The algorithm for this method is described as the following:
- Rescaling: Resize all feature map into 1 size (intermediate size) using interpolation and max-pooling.
- Integrating: Sum all rescaled feature and normalize it.
- Refining: Directly use convolutions or use non-local module such as Gaussian non-local attention.
- Strengthening: Rescale the obtained feature to the original resolutions.
We can interpret those steps as applying a Pooling layer to form high-level feature, which resembles the final pooling of image retrieval. Hence, it means to improve the abstract level of the feature.
Balanced L1 Loss
The whole formulation of the loss can be seen in the paper. In summary, the authors want to: (1) cap the gradient of the box regression in order to balance with the classification gradient and (2) improve the gradient of the easy samples.
Experiment results
From the result of ablation experiments in Table 2, there are some interesting observations:
- In general, combining 3 methods dramatically improves the average precision of large objects. However, there is not much effect shown in the small objects. In my opinion, small objects still are the most difficult aspect to improve detection models.
- IoU balanced Sampling and Balanced L1 Loss clearly help to improve the Average Precision at IoU=0.75. It means they produce boxes closer to the ground truth.

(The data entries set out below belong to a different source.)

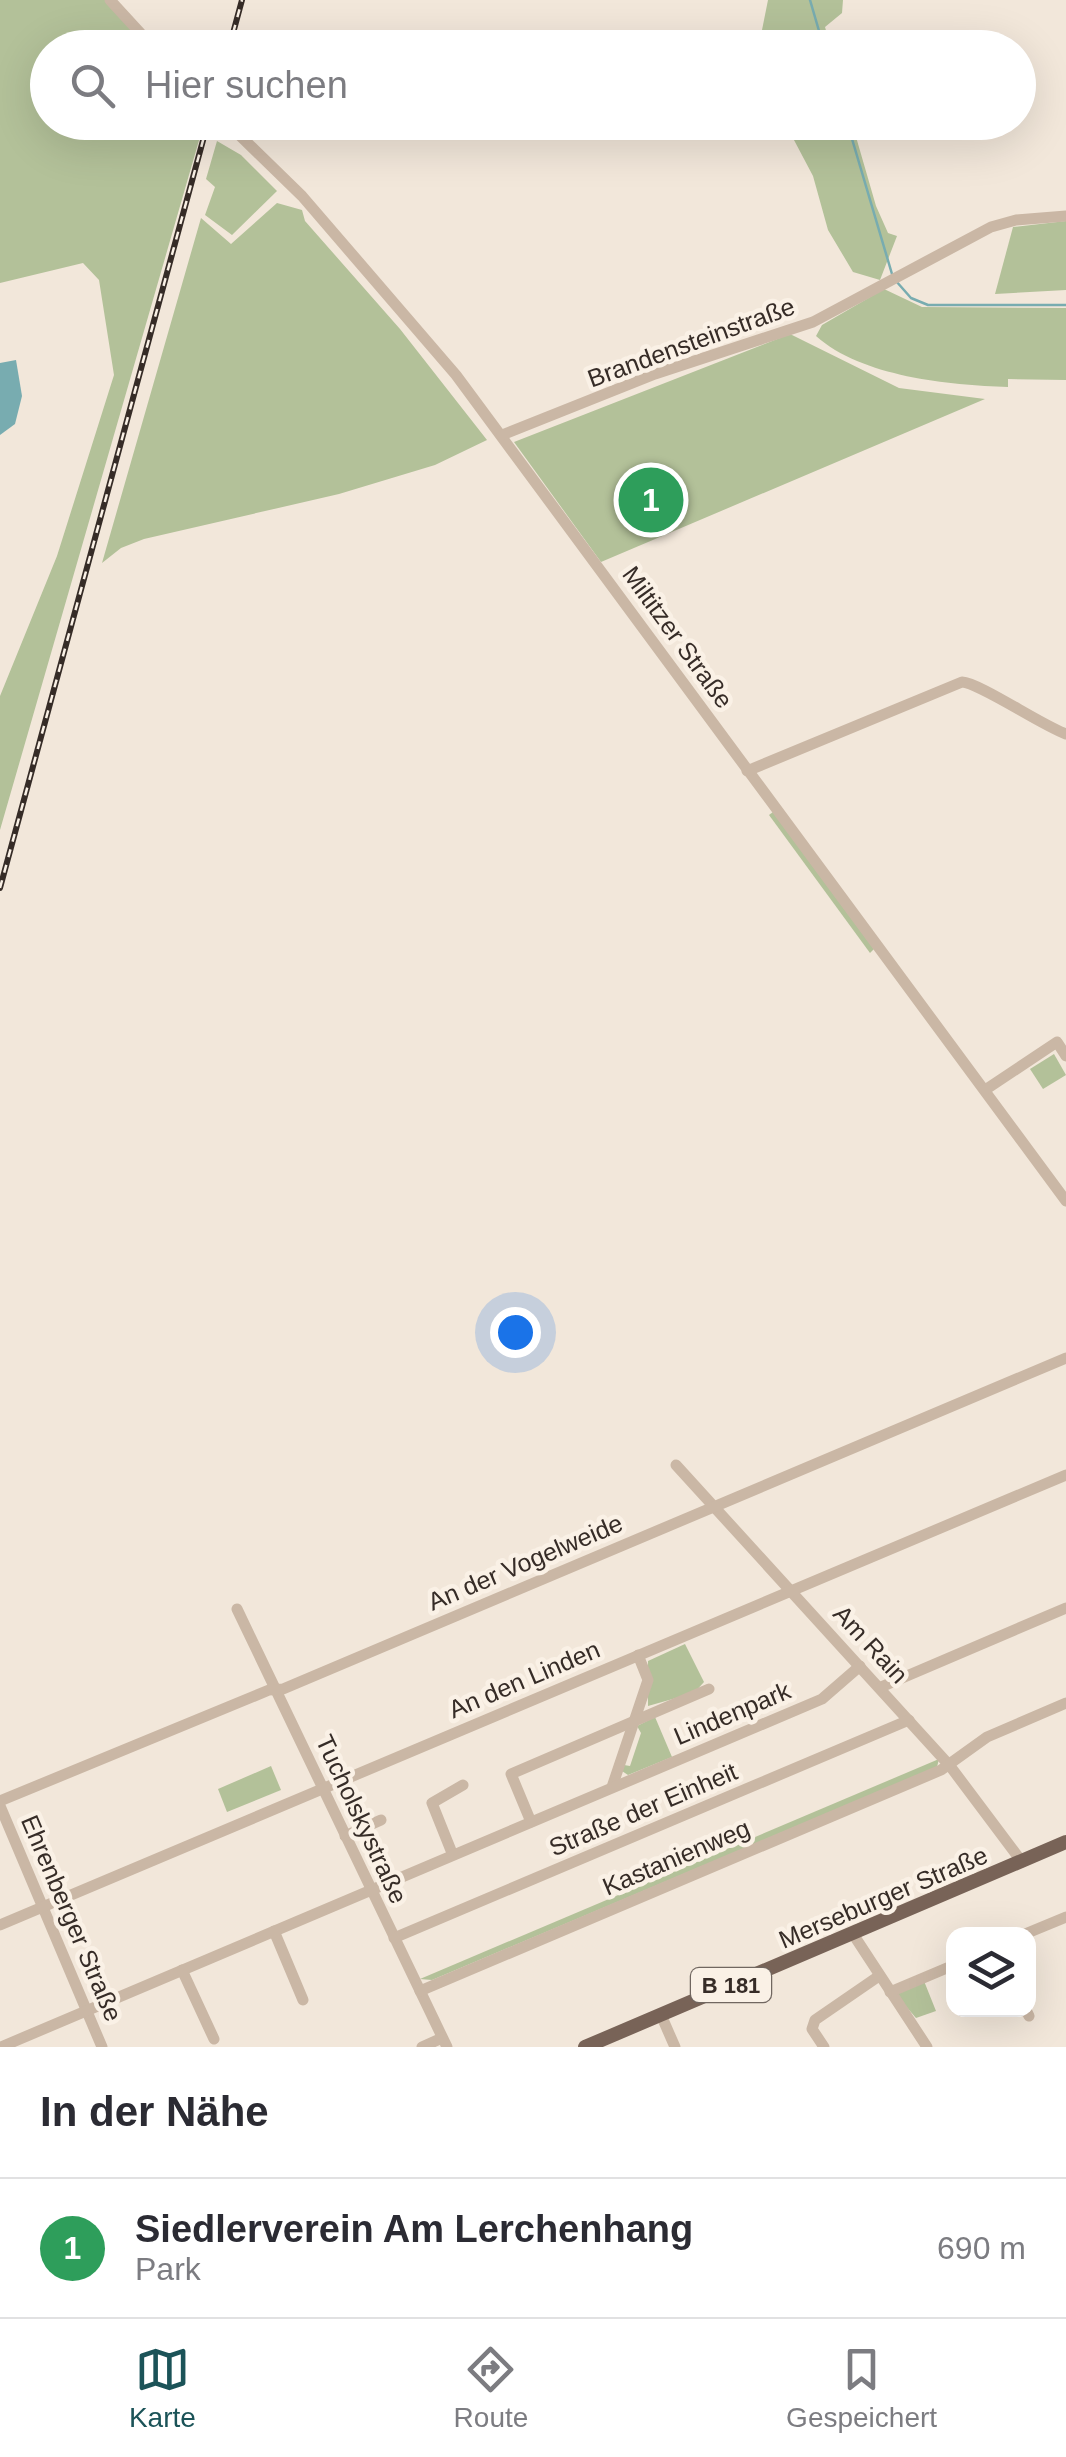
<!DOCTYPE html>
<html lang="de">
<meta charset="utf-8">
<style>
:root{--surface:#fff;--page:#f7f7f7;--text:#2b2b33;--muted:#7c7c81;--line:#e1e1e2;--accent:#1b5358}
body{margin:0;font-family:Arial,sans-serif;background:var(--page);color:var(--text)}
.controls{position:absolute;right:30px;bottom:30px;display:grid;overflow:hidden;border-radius:20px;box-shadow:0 10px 40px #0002}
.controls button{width:90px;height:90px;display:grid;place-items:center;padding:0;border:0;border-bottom:2px solid var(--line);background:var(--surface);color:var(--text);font:50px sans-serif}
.you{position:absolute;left:515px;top:1332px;width:35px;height:35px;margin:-25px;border:8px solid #fff;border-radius:50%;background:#1a73e8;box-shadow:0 0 0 15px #1a73e833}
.badge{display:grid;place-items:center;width:65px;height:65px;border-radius:50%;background:var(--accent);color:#fff;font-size:32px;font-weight:700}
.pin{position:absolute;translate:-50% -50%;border:5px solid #fff;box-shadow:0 2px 10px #0006}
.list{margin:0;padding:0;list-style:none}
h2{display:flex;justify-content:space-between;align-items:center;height:130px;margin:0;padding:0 40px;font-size:42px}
h2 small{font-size:32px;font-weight:400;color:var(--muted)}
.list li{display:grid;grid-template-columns:65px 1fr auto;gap:30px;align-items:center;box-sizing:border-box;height:140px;padding:0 40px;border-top:2px solid var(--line)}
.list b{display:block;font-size:38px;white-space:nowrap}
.list p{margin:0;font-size:32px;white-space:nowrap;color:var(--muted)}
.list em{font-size:32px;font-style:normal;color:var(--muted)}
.icon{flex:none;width:55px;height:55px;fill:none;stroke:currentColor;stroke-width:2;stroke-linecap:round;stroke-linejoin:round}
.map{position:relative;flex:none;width:1066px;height:2047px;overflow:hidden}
.search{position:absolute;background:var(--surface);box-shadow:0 10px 40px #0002;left:30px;right:30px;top:30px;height:110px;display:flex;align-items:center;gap:25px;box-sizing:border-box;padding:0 35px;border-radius:55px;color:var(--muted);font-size:38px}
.sheet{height:270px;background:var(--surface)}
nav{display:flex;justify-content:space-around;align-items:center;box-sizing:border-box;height:140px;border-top:2px solid var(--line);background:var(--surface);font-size:28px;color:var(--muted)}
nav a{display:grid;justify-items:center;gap:5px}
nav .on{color:var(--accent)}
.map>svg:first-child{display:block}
.green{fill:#b3c199}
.water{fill:#78acb0}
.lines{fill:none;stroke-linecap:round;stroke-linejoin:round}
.stream{stroke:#78acb0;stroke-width:2.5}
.minor{stroke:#cab7a5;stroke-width:11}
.major{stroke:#786357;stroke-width:14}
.rail-casing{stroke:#362c27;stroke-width:6}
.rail{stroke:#faf1e6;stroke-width:2.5;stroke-dasharray:8;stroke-linecap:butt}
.labels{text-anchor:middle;stroke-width:9;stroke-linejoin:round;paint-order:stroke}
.shield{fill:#faf1e6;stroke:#716760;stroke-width:2.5}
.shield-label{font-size:22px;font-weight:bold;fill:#362c27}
.street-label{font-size:25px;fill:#362c27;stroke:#faf1e6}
</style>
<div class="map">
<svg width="1066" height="2047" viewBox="0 0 1066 2047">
<rect width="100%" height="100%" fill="#f2e7da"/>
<!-- green -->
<g class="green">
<path d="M0 0H107L150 47 48 48V122L204 123 0 830V696L57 556 114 375 99 280 83 263 0 283Z"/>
<path d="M768 0H843L842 13 825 27 831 47H765L762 30Z"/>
<path d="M785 123H852L876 206 888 233 897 236 880 280 853 272 828 230 813 176Z"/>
<path d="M217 141 241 155 277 191 232 235 205 215 215 187 206 179Z"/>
<path d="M277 203 302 210 305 221 400 329 487 440 435 465 339 494 144 539 121 548 102 563 201 218 231 244Z"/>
<path d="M1066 221V290L995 294 1013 227Z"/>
<path d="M884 289 922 307 1066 308V380L1008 379V387C949 385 862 377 816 336L822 325Z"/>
<path d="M790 334 899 388 985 399 601 562 514 442Z"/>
<path d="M773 812 874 949 870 953 769 815Z"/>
<path d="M1054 1054 1066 1075 1043 1089 1030 1069Z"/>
<path d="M685 1644 704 1682 694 1693 648 1706V1661Z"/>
<path d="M655 1717 672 1757 628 1775 622 1771 624 1765 630 1766 641 1733 637 1726Z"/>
<path d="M939 1759 937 1767 432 1980 420 1979Z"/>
<path d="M271 1766 281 1790 227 1812 218 1789Z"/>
<path d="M924 1981 936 2011 916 2018 897 1996 899 1990Z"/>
</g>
<!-- water -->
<path class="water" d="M16 360 22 396 15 424 0 435V363Z"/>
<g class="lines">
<!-- stream -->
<g class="stream">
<path d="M810 0 824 48"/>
<path d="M847 122 892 274"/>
<path d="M896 281 911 298 928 305H1066"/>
</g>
<!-- minor -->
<g class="minor">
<path d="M110 0 154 48"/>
<path d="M226 122 302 196 456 375 1066 1201"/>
<path d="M502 435 655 374 813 322 991 227 1016 220 1066 216"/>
<path d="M747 771 962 682C980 683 1039 724 1066 734"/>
<path d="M985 1090 1057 1042 1066 1056"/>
<path d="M676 1465 950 1766 1022 1862"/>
<path d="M237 1609 447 2047"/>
<path d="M881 1687 1066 1608"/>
<path d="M612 1787 648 1680 638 1655"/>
<path d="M0 1801 269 1690 283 1689 1066 1358"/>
<path d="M0 1806 102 2047"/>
<path d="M531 1822 511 1774 709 1689"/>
<path d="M345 1836 381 1820"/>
<path d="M452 1853 432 1803 463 1785"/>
<path d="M0 1925 1066 1475"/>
<path d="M274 1931 303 2000"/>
<path d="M853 1934 927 2047"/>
<path d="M1025 1934 1066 1917"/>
<path d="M394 1938 909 1720"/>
<path d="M182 1970 214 2039"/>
<path d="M420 1991 941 1770 987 1737 1066 1703"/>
<path d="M890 1992 954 1965"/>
<path d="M1026 2010 1029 2016"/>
<path d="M661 2015 675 2047"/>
<path d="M1 2047 822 1699 860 1666"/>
<path d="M422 2047 442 2038"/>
<path d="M824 2047 812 2029 815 2020 879 1976"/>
</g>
<!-- major -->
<path class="major" d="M585 2047 1066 1842"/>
<defs>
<g id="rail">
<path d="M229 48 242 0"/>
<path d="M0 888 208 122"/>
</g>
</defs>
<!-- rail casing -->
<use href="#rail" class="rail-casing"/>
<!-- rail -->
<use href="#rail" class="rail"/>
</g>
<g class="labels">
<!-- shield labels -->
<rect class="shield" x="691" y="1968" width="80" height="34" rx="8"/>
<g class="shield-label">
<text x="731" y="1993">B 181</text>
</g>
<!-- street labels -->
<g class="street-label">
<text transform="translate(691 342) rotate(-20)" y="9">Brandensteinstraße</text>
<text transform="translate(678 637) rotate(54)" y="9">Miltitzer Straße</text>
<text transform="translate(525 1562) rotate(-23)" y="9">An der Vogelweide</text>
<text transform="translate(871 1644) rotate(47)" y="9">Am Rain</text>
<text transform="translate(524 1679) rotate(-23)" y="9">An den Linden</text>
<text transform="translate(732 1713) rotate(-23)" y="9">Lindenpark</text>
<text transform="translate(643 1809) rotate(-23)" y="9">Straße der Einheit</text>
<text transform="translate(362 1819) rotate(65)" y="9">Tucholskystraße</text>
<text transform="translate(676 1857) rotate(-23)" y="9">Kastanienweg</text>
<text transform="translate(883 1897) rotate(-23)" y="9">Merseburger Straße</text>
<text transform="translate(72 1918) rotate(67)" y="9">Ehrenberger Straße</text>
</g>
</g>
</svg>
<div class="controls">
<button><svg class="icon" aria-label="layers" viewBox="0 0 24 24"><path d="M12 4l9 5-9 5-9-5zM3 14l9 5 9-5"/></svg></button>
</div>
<div class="you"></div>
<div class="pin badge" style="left:651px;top:500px;background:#2e9e5b">1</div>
<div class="search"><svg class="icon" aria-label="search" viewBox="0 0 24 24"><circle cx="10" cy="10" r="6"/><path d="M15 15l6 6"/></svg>Hier suchen</div>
</div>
<section class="sheet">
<h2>In der Nähe<small></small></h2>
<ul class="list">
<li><span class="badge" style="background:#2e9e5b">1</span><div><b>Siedlerverein Am Lerchenhang</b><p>Park</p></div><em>690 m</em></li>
</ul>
</section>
<nav>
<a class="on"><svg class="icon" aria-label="map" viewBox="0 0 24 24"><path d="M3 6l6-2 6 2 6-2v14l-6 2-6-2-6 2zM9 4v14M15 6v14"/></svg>Karte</a>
<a><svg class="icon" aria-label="directions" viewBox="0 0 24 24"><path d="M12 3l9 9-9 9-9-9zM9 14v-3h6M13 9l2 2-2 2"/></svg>Route</a>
<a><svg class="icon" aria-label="saved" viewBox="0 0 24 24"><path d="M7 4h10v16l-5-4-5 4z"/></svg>Gespeichert</a>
</nav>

- The same trend can also be seen on RetinaNet, where the authors used only two methods (Balanced Feature Pyramid and Balanced L1 Loss). Again, the proposed methods improve the overall performance with quite a large margin (+5%), especially on the large objects.
Implementation
In the next two weeks, I will implement the balanced feature pyramid and the balanced L1 loss. I am not sure if I have time for IoU sampler since my focus is on RetinaNet which naturally does not use sampler (but we can trick it a bit and utilize the component). Even though the authors have already released source code using Pytorch, I have to rewrite the whole things through caffe2 and Detectron. It may take a while.
Weighted Component Loss
In a couple of experiments, I have found that there is a big gap between box precision and concept precision. So, my hypothesis is that the box regression loss actually dominates the whole loss of the model. From that, I halve the weight of the box regression and train the model. Here is the results:
| Model | Concept Recall | Concept Precision |
|---|---|---|
| resnet36_tiny12_v0800 (baseline, size 256) | 0.4000 | 0.4445 |
| resnet36_tiny15_v0900 | 0.4122 (+3.05%) | 0.4685 (+5.40%) |
| resnet36_tiny14_v0800 (baseline, size 320) | 0.4194 | 0.4651 |
| resnet36_tiny16_v0800 | 0.3906 (-6.8%) | 0.4984 (+7.16) |
tiny12 and tiny15 are basically the same except tiny15 uses smaller loss weight for box regression (0.5 instead of 1.0). The same settings are applied for tiny14 and tiny16, respectively. From the result, we can see by balancing the loss component, even with the naive approach, it indeed helps the overall performance. However, the second setting is difficult to observe the performance gain. I better use the mAP instead.